Assigned task = An exact transcription of every entry is required, with the images left out.

Data excerpts =
◇ ◇ ◇ ◇
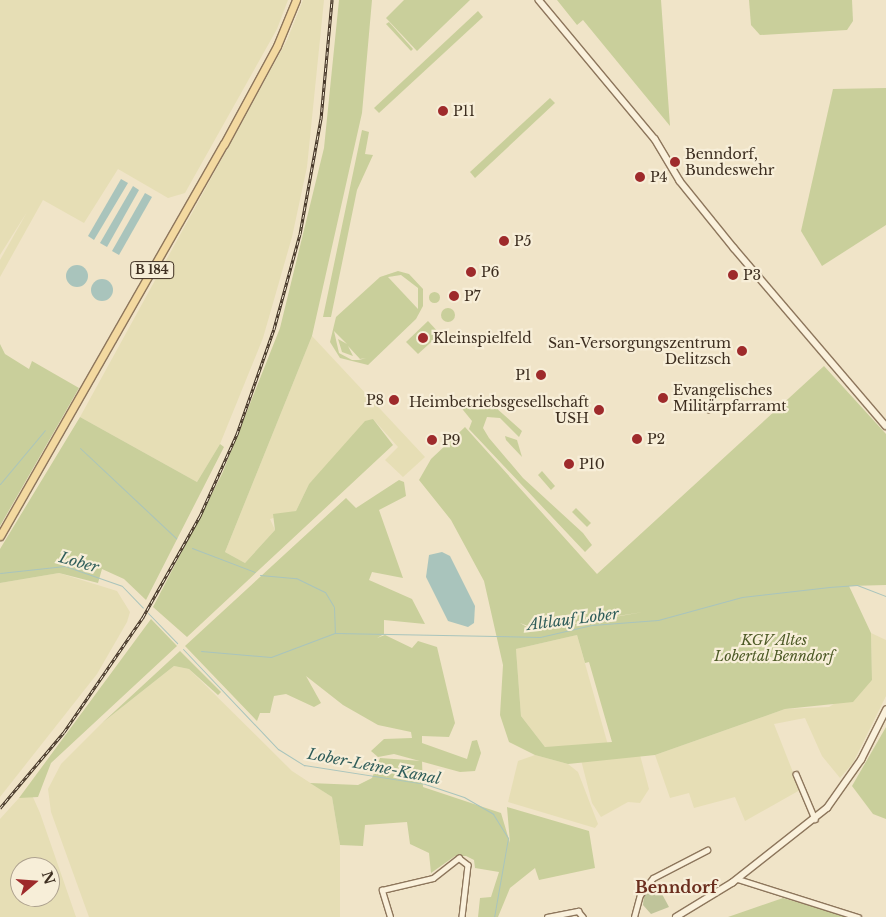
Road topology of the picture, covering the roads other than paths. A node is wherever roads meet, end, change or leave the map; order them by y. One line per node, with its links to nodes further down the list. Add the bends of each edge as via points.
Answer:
1 (296, 0): 6 (main road, B 184, via 277,46 224,144)
2 (539, 0): 5 (street, via 655,139 680,181 734,248)
3 (701, 402): 4 (street)
4 (708, 410)
5 (886, 426)
6 (0, 536)
7 (886, 710): 9 (street, via 845,786)
8 (796, 774): 9 (street)
9 (815, 819): 11 (street)
10 (707, 850): 16 (street, via 653,878 640,895)
11 (738, 879): 17 (street); 18 (street)
12 (390, 917): 13 (street, via 382,890 433,878 459,858 467,862 468,871)
13 (462, 917)
14 (547, 917): 15 (street, via 578,911)
15 (583, 917)
16 (634, 917)
17 (676, 917)
18 (858, 917)

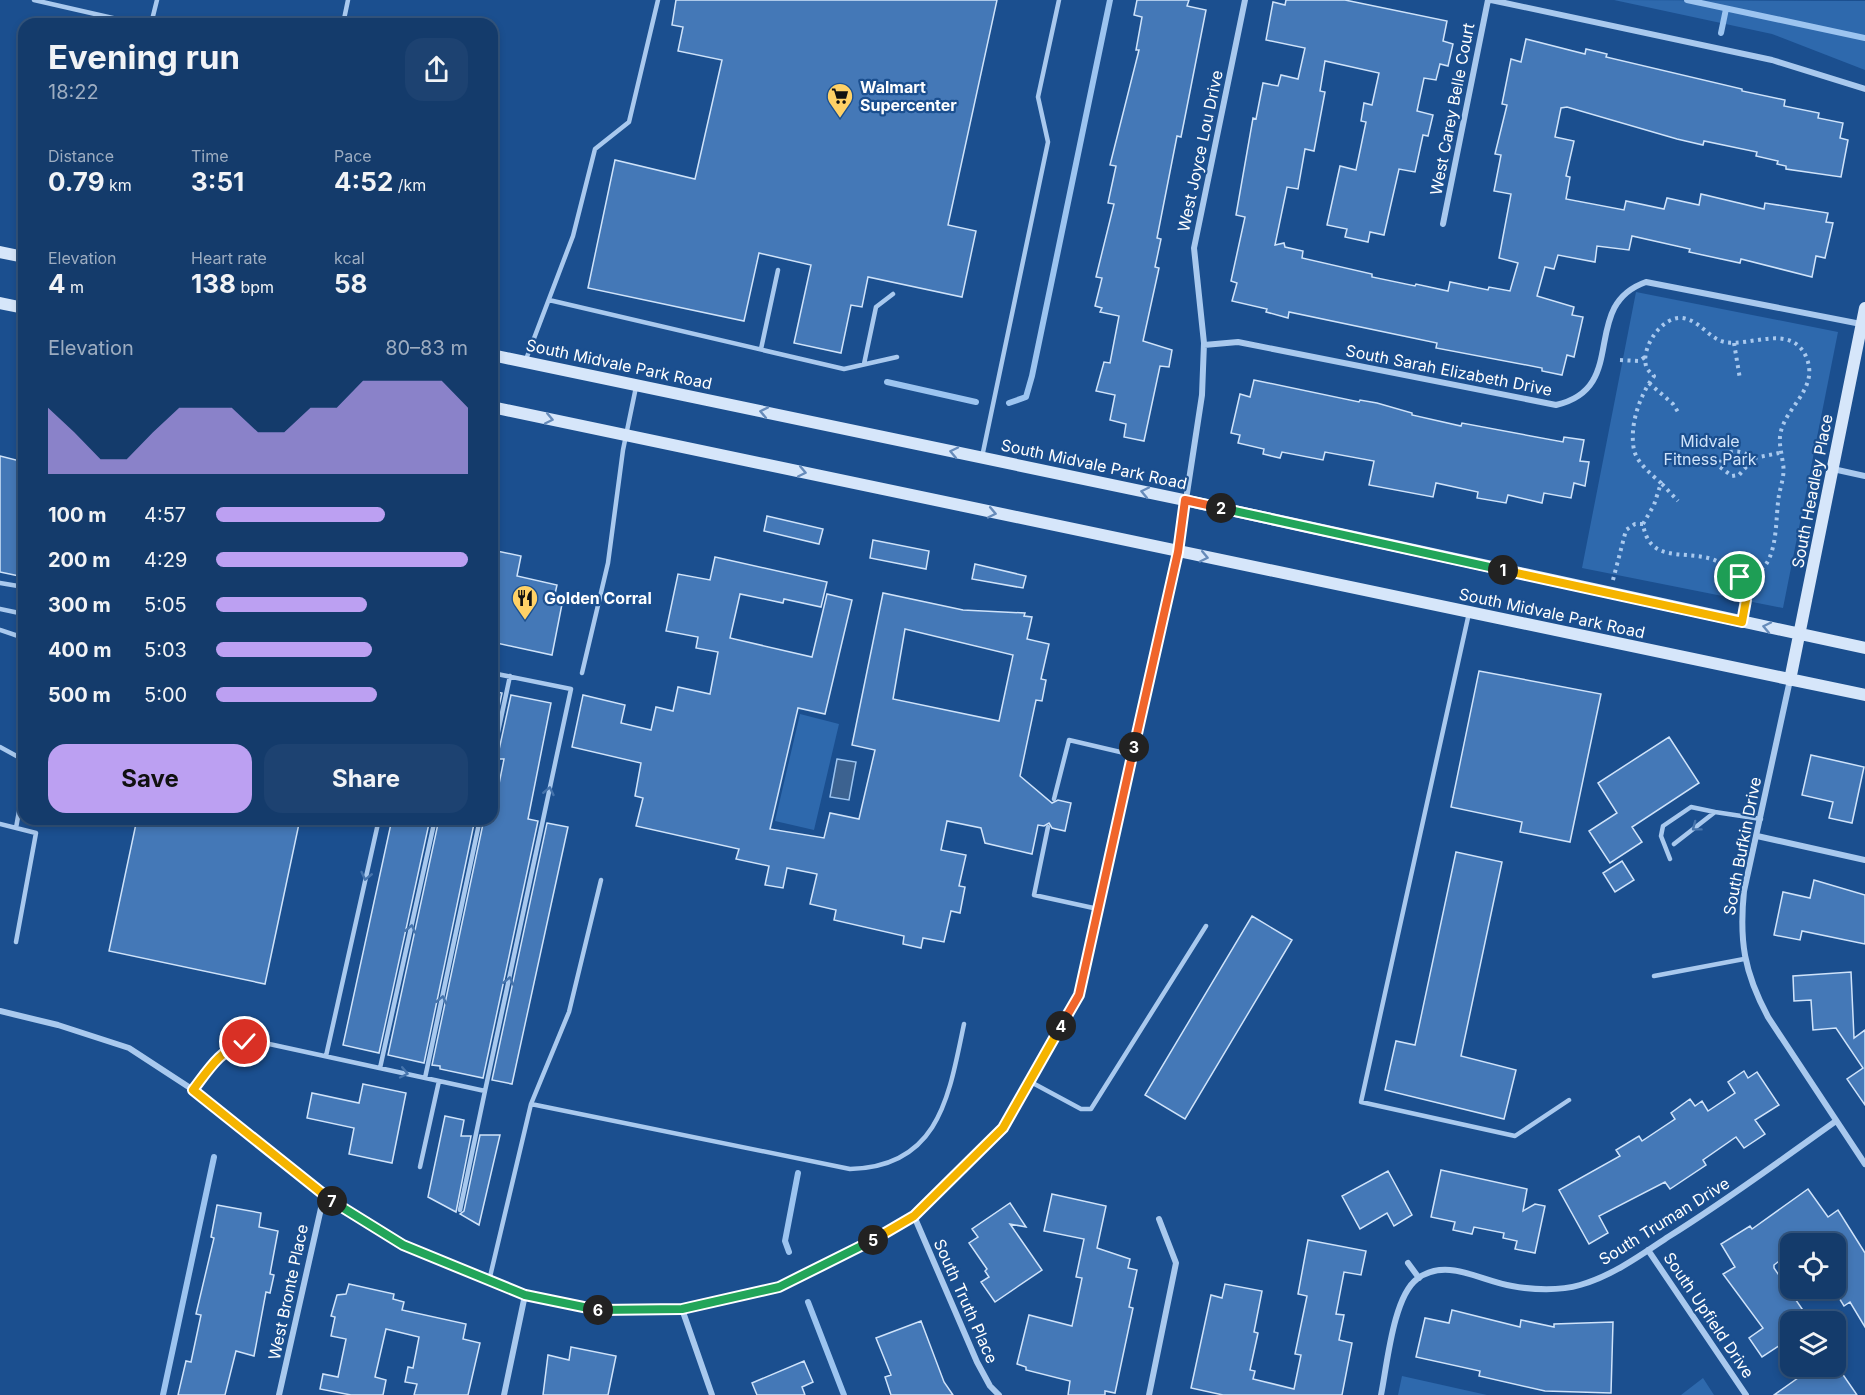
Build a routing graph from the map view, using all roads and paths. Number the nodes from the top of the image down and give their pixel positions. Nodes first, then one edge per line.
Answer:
◇ ◇ ◇ ◇
Result for this exercise =
Road topology of the picture, covering the roads other than paths. A node is wherever roads meet, end, change or leave the map; order them by y. One line per node, with its links to nodes further down the list. Add the bends of each edge as via points.
Answer:
1 (296, 0): 6 (main road, B 184, via 277,46 224,144)
2 (539, 0): 5 (street, via 655,139 680,181 734,248)
3 (701, 402): 4 (street)
4 (708, 410)
5 (886, 426)
6 (0, 536)
7 (886, 710): 9 (street, via 845,786)
8 (796, 774): 9 (street)
9 (815, 819): 11 (street)
10 (707, 850): 16 (street, via 653,878 640,895)
11 (738, 879): 17 (street); 18 (street)
12 (390, 917): 13 (street, via 382,890 433,878 459,858 467,862 468,871)
13 (462, 917)
14 (547, 917): 15 (street, via 578,911)
15 (583, 917)
16 (634, 917)
17 (676, 917)
18 (858, 917)

Build a routing graph from the map view, using all roads and paths. Number the nodes from the top of the image down and give their pixel positions. Nodes first, then one edge per line.
Answer:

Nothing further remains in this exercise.